## Collected data

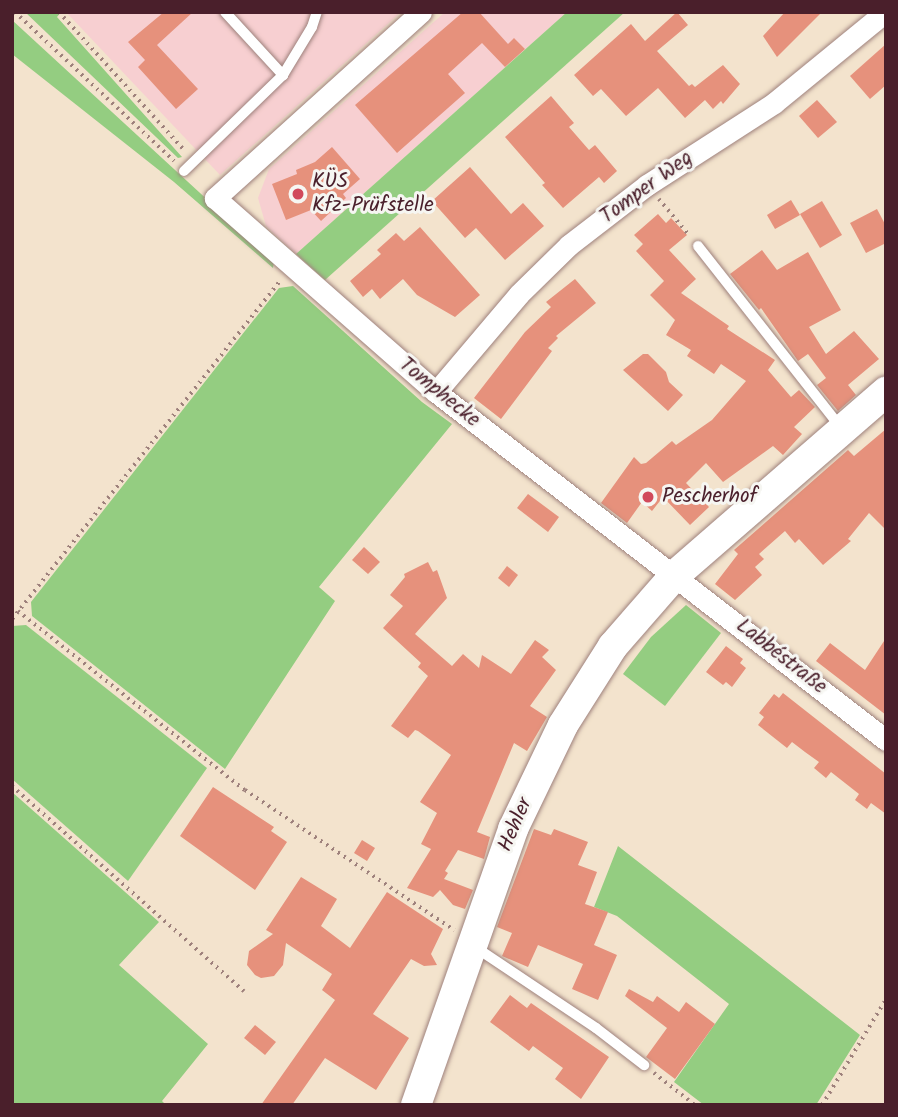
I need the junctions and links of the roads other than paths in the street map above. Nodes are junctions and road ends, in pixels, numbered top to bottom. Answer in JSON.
{"nodes":[{"id":1,"x":225,"y":12,"type":"edge"},
{"id":2,"x":317,"y":12,"type":"edge"},
{"id":3,"x":421,"y":12,"type":"edge"},
{"id":4,"x":885,"y":12,"type":"edge"},
{"id":5,"x":283,"y":75,"type":"junction"},
{"id":6,"x":188,"y":169,"type":"road end"},
{"id":7,"x":698,"y":246,"type":"road end"},
{"id":8,"x":436,"y":392,"type":"junction"},
{"id":9,"x":886,"y":392,"type":"edge"},
{"id":10,"x":842,"y":429,"type":"junction"},
{"id":11,"x":674,"y":576,"type":"junction"},
{"id":12,"x":886,"y":740,"type":"edge"},
{"id":13,"x":472,"y":939,"type":"junction"},
{"id":14,"x":644,"y":1065,"type":"road end"},
{"id":15,"x":416,"y":1105,"type":"edge"}],
"edges":[{"from":1,"to":5,"type":"lane"},
{"from":2,"to":5,"type":"lane"},
{"from":3,"to":8,"type":"street","name":"Tomphecke"},
{"from":4,"to":8,"type":"street","name":"Tomper Weg"},
{"from":5,"to":6,"type":"lane"},
{"from":7,"to":10,"type":"lane"},
{"from":8,"to":11,"type":"street","name":"Tomphecke"},
{"from":9,"to":10,"type":"main road","name":"Hehler"},
{"from":10,"to":11,"type":"main road","name":"Hehler"},
{"from":11,"to":12,"type":"street","name":"Labbéstraße"},
{"from":11,"to":13,"type":"main road","name":"Hehler"},
{"from":13,"to":14,"type":"lane"},
{"from":13,"to":15,"type":"main road","name":"Hehler"}]}
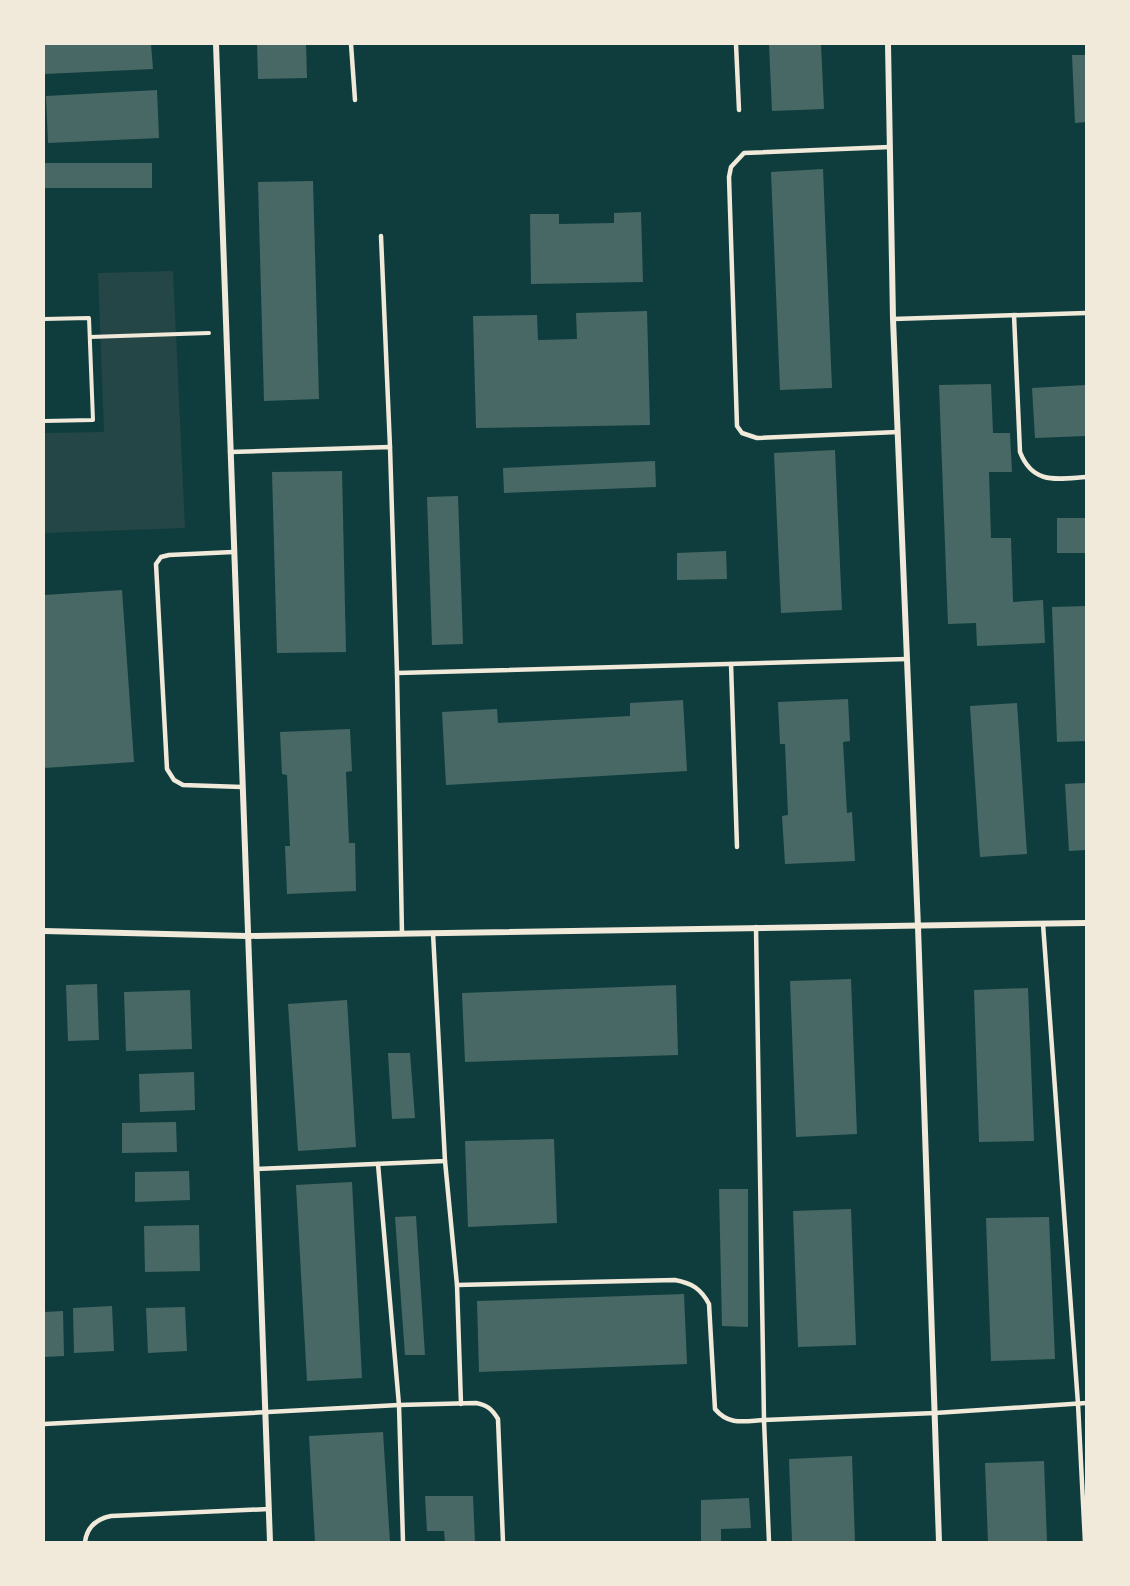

## Goal of the exercise
The answer is every line of the data, exactly as written, with the pictures dropped.

## Answer
I need the junctions and links of the roads other than paths in the street map above. Nodes are junctions and road ends, in pixels, numbered top to bottom. Answer in JSON.
{"nodes":[{"id":1,"x":225,"y":12,"type":"edge"},
{"id":2,"x":317,"y":12,"type":"edge"},
{"id":3,"x":421,"y":12,"type":"edge"},
{"id":4,"x":885,"y":12,"type":"edge"},
{"id":5,"x":283,"y":75,"type":"junction"},
{"id":6,"x":188,"y":169,"type":"road end"},
{"id":7,"x":698,"y":246,"type":"road end"},
{"id":8,"x":436,"y":392,"type":"junction"},
{"id":9,"x":886,"y":392,"type":"edge"},
{"id":10,"x":842,"y":429,"type":"junction"},
{"id":11,"x":674,"y":576,"type":"junction"},
{"id":12,"x":886,"y":740,"type":"edge"},
{"id":13,"x":472,"y":939,"type":"junction"},
{"id":14,"x":644,"y":1065,"type":"road end"},
{"id":15,"x":416,"y":1105,"type":"edge"}],
"edges":[{"from":1,"to":5,"type":"lane"},
{"from":2,"to":5,"type":"lane"},
{"from":3,"to":8,"type":"street","name":"Tomphecke"},
{"from":4,"to":8,"type":"street","name":"Tomper Weg"},
{"from":5,"to":6,"type":"lane"},
{"from":7,"to":10,"type":"lane"},
{"from":8,"to":11,"type":"street","name":"Tomphecke"},
{"from":9,"to":10,"type":"main road","name":"Hehler"},
{"from":10,"to":11,"type":"main road","name":"Hehler"},
{"from":11,"to":12,"type":"street","name":"Labbéstraße"},
{"from":11,"to":13,"type":"main road","name":"Hehler"},
{"from":13,"to":14,"type":"lane"},
{"from":13,"to":15,"type":"main road","name":"Hehler"}]}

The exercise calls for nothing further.